=== Supplied records ===
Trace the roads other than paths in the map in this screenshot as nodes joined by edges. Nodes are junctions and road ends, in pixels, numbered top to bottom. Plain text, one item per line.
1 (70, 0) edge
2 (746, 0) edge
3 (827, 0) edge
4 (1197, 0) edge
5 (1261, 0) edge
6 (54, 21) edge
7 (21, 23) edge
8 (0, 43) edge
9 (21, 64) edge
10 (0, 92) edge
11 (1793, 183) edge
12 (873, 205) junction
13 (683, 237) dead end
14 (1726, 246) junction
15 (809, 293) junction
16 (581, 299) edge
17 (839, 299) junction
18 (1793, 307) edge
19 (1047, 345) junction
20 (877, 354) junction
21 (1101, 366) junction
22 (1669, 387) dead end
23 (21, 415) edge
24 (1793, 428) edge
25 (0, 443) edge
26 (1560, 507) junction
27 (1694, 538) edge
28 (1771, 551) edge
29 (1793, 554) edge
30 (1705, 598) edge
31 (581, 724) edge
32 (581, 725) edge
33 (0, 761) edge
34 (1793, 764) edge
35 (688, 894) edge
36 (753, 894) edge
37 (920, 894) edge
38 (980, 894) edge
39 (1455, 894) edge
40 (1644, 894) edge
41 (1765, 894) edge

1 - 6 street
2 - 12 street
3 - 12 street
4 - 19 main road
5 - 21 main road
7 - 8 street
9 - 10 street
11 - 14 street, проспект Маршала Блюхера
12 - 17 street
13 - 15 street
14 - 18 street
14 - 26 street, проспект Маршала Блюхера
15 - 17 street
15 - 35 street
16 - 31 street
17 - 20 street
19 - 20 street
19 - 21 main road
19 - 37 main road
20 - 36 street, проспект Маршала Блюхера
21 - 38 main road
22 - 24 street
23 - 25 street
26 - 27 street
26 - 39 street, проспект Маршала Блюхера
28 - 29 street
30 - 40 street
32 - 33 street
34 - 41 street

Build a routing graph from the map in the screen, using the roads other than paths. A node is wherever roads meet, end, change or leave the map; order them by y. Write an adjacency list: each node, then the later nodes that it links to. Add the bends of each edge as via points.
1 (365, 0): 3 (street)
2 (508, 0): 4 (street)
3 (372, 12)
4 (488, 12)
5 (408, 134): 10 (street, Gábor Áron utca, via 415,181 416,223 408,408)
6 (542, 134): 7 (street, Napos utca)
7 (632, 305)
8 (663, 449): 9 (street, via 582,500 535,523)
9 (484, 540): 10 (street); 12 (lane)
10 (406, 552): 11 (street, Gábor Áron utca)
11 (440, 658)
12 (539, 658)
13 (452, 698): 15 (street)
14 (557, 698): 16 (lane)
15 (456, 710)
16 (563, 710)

=== What this task involves ===
Restate the material above word for word, leaving nothing out.

=== Solution to the problem ===
Trace the roads other than paths in the map in this screenshot as nodes joined by edges. Nodes are junctions and road ends, in pixels, numbered top to bottom. Plain text, one item per line.
1 (70, 0) edge
2 (746, 0) edge
3 (827, 0) edge
4 (1197, 0) edge
5 (1261, 0) edge
6 (54, 21) edge
7 (21, 23) edge
8 (0, 43) edge
9 (21, 64) edge
10 (0, 92) edge
11 (1793, 183) edge
12 (873, 205) junction
13 (683, 237) dead end
14 (1726, 246) junction
15 (809, 293) junction
16 (581, 299) edge
17 (839, 299) junction
18 (1793, 307) edge
19 (1047, 345) junction
20 (877, 354) junction
21 (1101, 366) junction
22 (1669, 387) dead end
23 (21, 415) edge
24 (1793, 428) edge
25 (0, 443) edge
26 (1560, 507) junction
27 (1694, 538) edge
28 (1771, 551) edge
29 (1793, 554) edge
30 (1705, 598) edge
31 (581, 724) edge
32 (581, 725) edge
33 (0, 761) edge
34 (1793, 764) edge
35 (688, 894) edge
36 (753, 894) edge
37 (920, 894) edge
38 (980, 894) edge
39 (1455, 894) edge
40 (1644, 894) edge
41 (1765, 894) edge

1 - 6 street
2 - 12 street
3 - 12 street
4 - 19 main road
5 - 21 main road
7 - 8 street
9 - 10 street
11 - 14 street, проспект Маршала Блюхера
12 - 17 street
13 - 15 street
14 - 18 street
14 - 26 street, проспект Маршала Блюхера
15 - 17 street
15 - 35 street
16 - 31 street
17 - 20 street
19 - 20 street
19 - 21 main road
19 - 37 main road
20 - 36 street, проспект Маршала Блюхера
21 - 38 main road
22 - 24 street
23 - 25 street
26 - 27 street
26 - 39 street, проспект Маршала Блюхера
28 - 29 street
30 - 40 street
32 - 33 street
34 - 41 street

Build a routing graph from the map in the screen, using the roads other than paths. A node is wherever roads meet, end, change or leave the map; order them by y. Write an adjacency list: each node, then the later nodes that it links to. Add the bends of each edge as via points.
1 (365, 0): 3 (street)
2 (508, 0): 4 (street)
3 (372, 12)
4 (488, 12)
5 (408, 134): 10 (street, Gábor Áron utca, via 415,181 416,223 408,408)
6 (542, 134): 7 (street, Napos utca)
7 (632, 305)
8 (663, 449): 9 (street, via 582,500 535,523)
9 (484, 540): 10 (street); 12 (lane)
10 (406, 552): 11 (street, Gábor Áron utca)
11 (440, 658)
12 (539, 658)
13 (452, 698): 15 (street)
14 (557, 698): 16 (lane)
15 (456, 710)
16 (563, 710)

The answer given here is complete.